* _RECORDS FOR THE TASK_

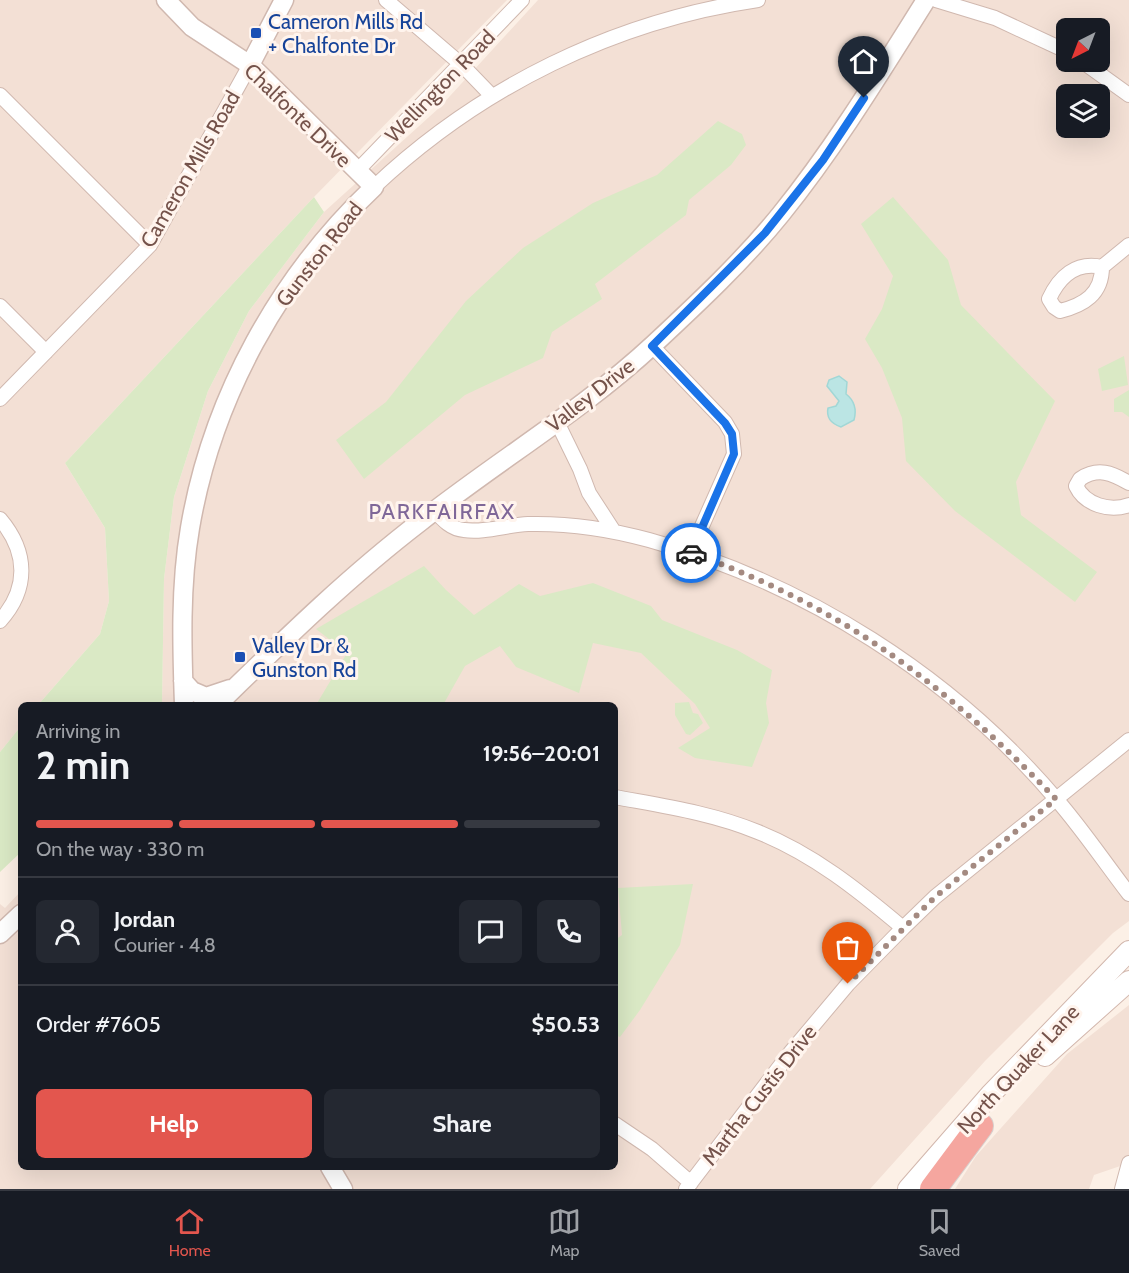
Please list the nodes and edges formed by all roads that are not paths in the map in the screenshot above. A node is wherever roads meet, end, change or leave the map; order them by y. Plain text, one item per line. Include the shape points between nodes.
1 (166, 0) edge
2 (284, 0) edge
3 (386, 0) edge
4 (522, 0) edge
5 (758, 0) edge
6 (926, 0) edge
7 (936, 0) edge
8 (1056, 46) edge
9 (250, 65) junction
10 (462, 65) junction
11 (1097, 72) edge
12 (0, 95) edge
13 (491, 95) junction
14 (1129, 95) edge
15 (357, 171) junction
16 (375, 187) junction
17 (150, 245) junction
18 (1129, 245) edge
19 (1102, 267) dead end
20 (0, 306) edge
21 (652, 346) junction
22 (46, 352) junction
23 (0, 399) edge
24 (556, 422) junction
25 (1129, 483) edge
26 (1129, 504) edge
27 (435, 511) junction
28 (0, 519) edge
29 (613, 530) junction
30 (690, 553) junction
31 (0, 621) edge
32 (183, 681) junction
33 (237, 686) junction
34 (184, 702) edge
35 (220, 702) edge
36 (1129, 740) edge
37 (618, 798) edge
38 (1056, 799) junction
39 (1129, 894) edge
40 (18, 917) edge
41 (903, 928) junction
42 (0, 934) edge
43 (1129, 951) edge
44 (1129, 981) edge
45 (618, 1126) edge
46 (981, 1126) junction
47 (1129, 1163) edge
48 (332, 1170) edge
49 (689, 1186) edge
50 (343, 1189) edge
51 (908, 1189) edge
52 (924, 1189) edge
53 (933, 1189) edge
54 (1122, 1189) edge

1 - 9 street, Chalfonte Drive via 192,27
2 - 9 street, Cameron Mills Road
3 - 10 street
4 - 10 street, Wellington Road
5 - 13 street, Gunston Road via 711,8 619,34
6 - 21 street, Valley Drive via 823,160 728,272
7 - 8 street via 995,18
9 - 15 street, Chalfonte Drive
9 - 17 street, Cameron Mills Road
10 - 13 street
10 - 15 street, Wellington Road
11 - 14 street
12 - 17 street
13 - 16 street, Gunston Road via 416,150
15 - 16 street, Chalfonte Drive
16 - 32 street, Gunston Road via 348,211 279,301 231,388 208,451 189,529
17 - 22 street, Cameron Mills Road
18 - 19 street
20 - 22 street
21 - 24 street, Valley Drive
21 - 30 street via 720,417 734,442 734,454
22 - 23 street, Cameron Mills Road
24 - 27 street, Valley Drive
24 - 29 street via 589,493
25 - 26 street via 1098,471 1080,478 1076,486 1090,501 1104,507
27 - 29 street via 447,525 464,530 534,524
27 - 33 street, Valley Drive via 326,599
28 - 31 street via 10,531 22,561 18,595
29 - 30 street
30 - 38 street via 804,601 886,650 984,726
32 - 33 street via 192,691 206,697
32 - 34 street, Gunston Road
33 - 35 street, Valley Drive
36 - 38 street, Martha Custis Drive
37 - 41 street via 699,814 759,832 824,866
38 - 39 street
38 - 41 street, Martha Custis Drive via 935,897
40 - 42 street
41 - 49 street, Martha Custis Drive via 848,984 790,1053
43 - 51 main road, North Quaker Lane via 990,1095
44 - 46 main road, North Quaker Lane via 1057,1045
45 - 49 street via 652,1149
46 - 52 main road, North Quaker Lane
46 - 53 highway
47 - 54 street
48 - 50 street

* _DIRECTIONS FOR THIS TASK_
If an entry above holds a picture, leave that picture out and print the rest exactly.

* _SOLUTION_
Please list the nodes and edges formed by all roads that are not paths in the map in the screenshot above. A node is wherever roads meet, end, change or leave the map; order them by y. Plain text, one item per line. Include the shape points between nodes.
1 (166, 0) edge
2 (284, 0) edge
3 (386, 0) edge
4 (522, 0) edge
5 (758, 0) edge
6 (926, 0) edge
7 (936, 0) edge
8 (1056, 46) edge
9 (250, 65) junction
10 (462, 65) junction
11 (1097, 72) edge
12 (0, 95) edge
13 (491, 95) junction
14 (1129, 95) edge
15 (357, 171) junction
16 (375, 187) junction
17 (150, 245) junction
18 (1129, 245) edge
19 (1102, 267) dead end
20 (0, 306) edge
21 (652, 346) junction
22 (46, 352) junction
23 (0, 399) edge
24 (556, 422) junction
25 (1129, 483) edge
26 (1129, 504) edge
27 (435, 511) junction
28 (0, 519) edge
29 (613, 530) junction
30 (690, 553) junction
31 (0, 621) edge
32 (183, 681) junction
33 (237, 686) junction
34 (184, 702) edge
35 (220, 702) edge
36 (1129, 740) edge
37 (618, 798) edge
38 (1056, 799) junction
39 (1129, 894) edge
40 (18, 917) edge
41 (903, 928) junction
42 (0, 934) edge
43 (1129, 951) edge
44 (1129, 981) edge
45 (618, 1126) edge
46 (981, 1126) junction
47 (1129, 1163) edge
48 (332, 1170) edge
49 (689, 1186) edge
50 (343, 1189) edge
51 (908, 1189) edge
52 (924, 1189) edge
53 (933, 1189) edge
54 (1122, 1189) edge

1 - 9 street, Chalfonte Drive via 192,27
2 - 9 street, Cameron Mills Road
3 - 10 street
4 - 10 street, Wellington Road
5 - 13 street, Gunston Road via 711,8 619,34
6 - 21 street, Valley Drive via 823,160 728,272
7 - 8 street via 995,18
9 - 15 street, Chalfonte Drive
9 - 17 street, Cameron Mills Road
10 - 13 street
10 - 15 street, Wellington Road
11 - 14 street
12 - 17 street
13 - 16 street, Gunston Road via 416,150
15 - 16 street, Chalfonte Drive
16 - 32 street, Gunston Road via 348,211 279,301 231,388 208,451 189,529
17 - 22 street, Cameron Mills Road
18 - 19 street
20 - 22 street
21 - 24 street, Valley Drive
21 - 30 street via 720,417 734,442 734,454
22 - 23 street, Cameron Mills Road
24 - 27 street, Valley Drive
24 - 29 street via 589,493
25 - 26 street via 1098,471 1080,478 1076,486 1090,501 1104,507
27 - 29 street via 447,525 464,530 534,524
27 - 33 street, Valley Drive via 326,599
28 - 31 street via 10,531 22,561 18,595
29 - 30 street
30 - 38 street via 804,601 886,650 984,726
32 - 33 street via 192,691 206,697
32 - 34 street, Gunston Road
33 - 35 street, Valley Drive
36 - 38 street, Martha Custis Drive
37 - 41 street via 699,814 759,832 824,866
38 - 39 street
38 - 41 street, Martha Custis Drive via 935,897
40 - 42 street
41 - 49 street, Martha Custis Drive via 848,984 790,1053
43 - 51 main road, North Quaker Lane via 990,1095
44 - 46 main road, North Quaker Lane via 1057,1045
45 - 49 street via 652,1149
46 - 52 main road, North Quaker Lane
46 - 53 highway
47 - 54 street
48 - 50 street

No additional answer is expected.